---------- Extracted records ----------

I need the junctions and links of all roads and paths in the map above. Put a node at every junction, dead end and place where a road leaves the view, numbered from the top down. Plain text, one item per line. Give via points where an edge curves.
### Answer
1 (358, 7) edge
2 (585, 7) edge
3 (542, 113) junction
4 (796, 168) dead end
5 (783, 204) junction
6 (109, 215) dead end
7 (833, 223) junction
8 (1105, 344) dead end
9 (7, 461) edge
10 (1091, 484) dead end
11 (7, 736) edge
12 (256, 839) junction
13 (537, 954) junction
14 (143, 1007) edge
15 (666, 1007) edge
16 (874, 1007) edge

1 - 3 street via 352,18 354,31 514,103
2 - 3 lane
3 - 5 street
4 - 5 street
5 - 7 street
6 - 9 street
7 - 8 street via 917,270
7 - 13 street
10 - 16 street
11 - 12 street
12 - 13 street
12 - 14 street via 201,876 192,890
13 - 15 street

----------

Exercise objective>
Please write out every line of the data exactly.

Response box>
I need the junctions and links of all roads and paths in the map above. Put a node at every junction, dead end and place where a road leaves the view, numbered from the top down. Plain text, one item per line. Give via points where an edge curves.
### Answer
1 (358, 7) edge
2 (585, 7) edge
3 (542, 113) junction
4 (796, 168) dead end
5 (783, 204) junction
6 (109, 215) dead end
7 (833, 223) junction
8 (1105, 344) dead end
9 (7, 461) edge
10 (1091, 484) dead end
11 (7, 736) edge
12 (256, 839) junction
13 (537, 954) junction
14 (143, 1007) edge
15 (666, 1007) edge
16 (874, 1007) edge

1 - 3 street via 352,18 354,31 514,103
2 - 3 lane
3 - 5 street
4 - 5 street
5 - 7 street
6 - 9 street
7 - 8 street via 917,270
7 - 13 street
10 - 16 street
11 - 12 street
12 - 13 street
12 - 14 street via 201,876 192,890
13 - 15 street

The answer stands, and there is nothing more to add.